Scientists at the University of California have created a material which could be used to make a perfect lens, because a key property of the material - its refractive index - is negative.
When light passes from one medium to another (for example, when a beam of light passes through air and into water, or vice versa), the change of speed causes it to change direction. This accounts for the well-known fact that a stick half under water looks bent: light from the submerged part of the stick changes direction as it reaches the surface, creating the illusion of the bent stick.
Refraction makes a pencil look bent where it enters water
This effect is known as refraction, controlled by a property of the materials known as their refractive index. According to Snell's Law, the degree of refraction depends on the ratio of the two materials' different refractive indices. Most materials have a refractive index greater than 1, which means that as light enters the material from air, the angle of the ray in the material will be more nearly "normal" (perpendicular) to the surface than it was before it entered.
As light enters a conventional material such as water or glass, it is bent or "refracted". The degree of refraction depends on the material's refractive index
But what would it mean to have a material of negative refractive index? This would be a very odd kind of material indeed, where the light was bent so much as it entered that it ended up on the same side of the normal as it started. Such a material would have very counterintuitive optical properties. However, it could also be very useful. For example, it could be used to make a perfect lens, which focused all the information about a source object at a point. In contrast, lenses made from conventional materials, such as glass, with positive refractive index, necessarily lose some information.
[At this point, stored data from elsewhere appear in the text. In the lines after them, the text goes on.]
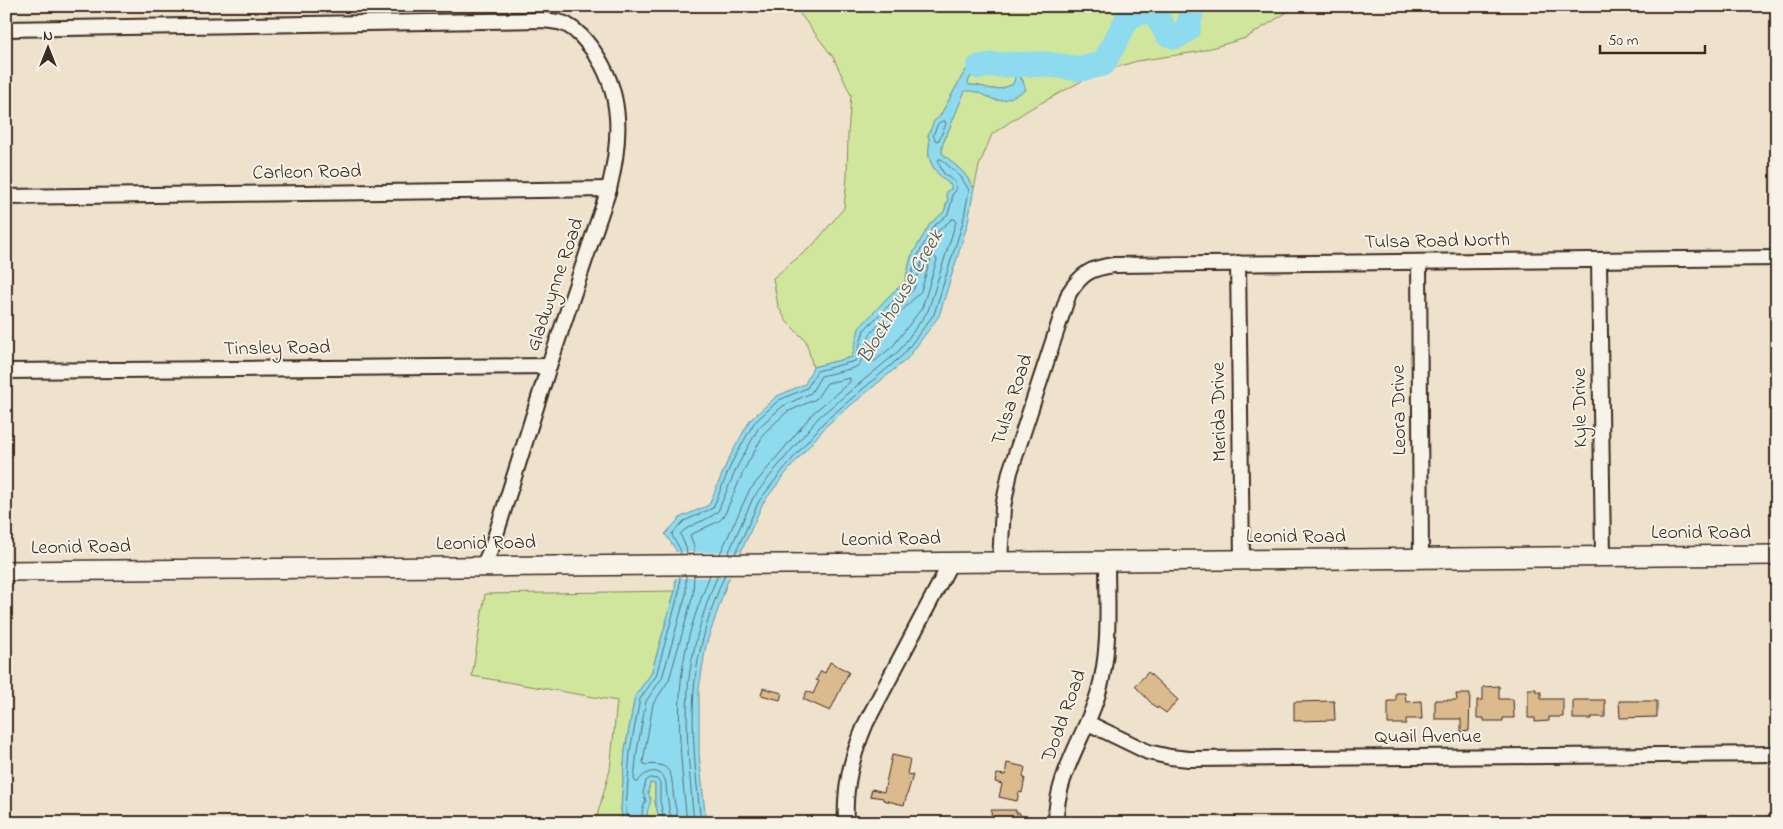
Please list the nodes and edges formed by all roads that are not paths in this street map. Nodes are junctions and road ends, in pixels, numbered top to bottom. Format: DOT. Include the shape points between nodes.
graph roads {
  1 [pos="6,29"];
  2 [pos="609,190"];
  3 [pos="6,197"];
  4 [pos="1777,258"];
  5 [pos="1599,260"];
  6 [pos="1418,262"];
  7 [pos="1238,263"];
  8 [pos="1098,267"];
  9 [pos="549,366"];
  10 [pos="6,371"];
  11 [pos="1777,555"];
  12 [pos="1603,556"];
  13 [pos="1421,558"];
  14 [pos="1242,560"];
  15 [pos="1107,561"];
  16 [pos="951,562"];
  17 [pos="1000,562"];
  18 [pos="483,566"];
  19 [pos="6,571"];
  20 [pos="1088,722"];
  21 [pos="1777,754"];
  22 [pos="846,823"];
  23 [pos="1056,823"];
  1 -- 2 [label="street, Gladwynne Road" via="541,20 566,24 583,37 601,61 613,92 618,112 618,134"];
  2 -- 3 [label="street, Carleon Road"];
  2 -- 9 [label="street, Gladwynne Road"];
  4 -- 5 [label="street, Tulsa Road North"];
  5 -- 6 [label="street, Tulsa Road North"];
  5 -- 12 [label="street, Kyle Drive"];
  6 -- 7 [label="street, Tulsa Road North"];
  6 -- 13 [label="street, Leora Drive"];
  7 -- 8 [label="street, Tulsa Road North" via="1114,264"];
  7 -- 14 [label="street, Merida Drive"];
  8 -- 17 [label="street, Tulsa Road" via="1086,272 1069,293 1010,472 1003,507"];
  9 -- 10 [label="street, Tinsley Road"];
  9 -- 18 [label="street, Gladwynne Road" via="492,547"];
  11 -- 12 [label="street, Leonid Road"];
  12 -- 13 [label="street, Leonid Road"];
  13 -- 14 [label="street, Leonid Road"];
  14 -- 15 [label="street, Leonid Road"];
  15 -- 17 [label="street, Leonid Road"];
  15 -- 20 [label="street, Dodd Road" via="1105,658"];
  16 -- 17 [label="street, Leonid Road"];
  16 -- 18 [label="street, Leonid Road"];
  16 -- 22 [label="street" via="866,723 846,784"];
  18 -- 19 [label="street, Leonid Road"];
  20 -- 21 [label="street, Quail Avenue" via="1148,752 1189,759"];
  20 -- 23 [label="street, Dodd Road" via="1061,786"];
}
Refraction in a material with negative refractive index
The theoretical possibility of a material with negative refractive index was known about, but until recently it was assumed that no such material existed. Now, however, scientists at the University of California have discovered a material with just this property. Their work built on the creation of materials with bizarre magnetic and electrical properties, by scientists at Imperial College London.
The possibility of negative refractive index was first raised by the Russian physicist, Victor Veselago, in the 1960s. He realised that if two quantities, the electric permittivity and the magnetic permeability, of the material, were both negative, Maxwell's equations of electromagnetism would give a negative refractive index. The California team laid down copper resonators with negative permeability, and copper wire strips with negative permittivity, on opposite sides of the same piece of printed circuit board. The result had negative refractive index.
Refractive index is linked to the speed of light in the material, so it may seem that, for a material to have negative refractive index, light would have to travel backwards in the material - it doesn't, of course! The confusion is due to the subtle but important distinction between the "phase velocity" of light and its "group velocity", explained in Faster than light, a news item in issue 12 of Plus. The individual wavefronts that make up the light beam (the "phase") travel backwards, but the beam itself (the "group"), which in this case carries the energy, travels forwards.
The technique is not expected to work for light in the visible part of the spectrum, whose wavelength is too short. However, the team have ideas about how other materials might recreate the effect for visible light.
I'm afraid your final diagram is incorrect. In the case of negative refractive index the light bends away from the normal - that is, upwards in your diagram.
Even I, a philosopher and not a mathematician, can tell this attempt at correction must be wrong for the second diagram shows the line going down and the first diagram shows the line going upwards. For the negative refractive index to be something unusual, the line must bend downwards i.e. the opposite way from the usual refraction shown in the top diagram.
Not so, the original corrector is correct - in the 2nd diagram the arrow should bend higher than the angle it entered, not even lower than the first diagram.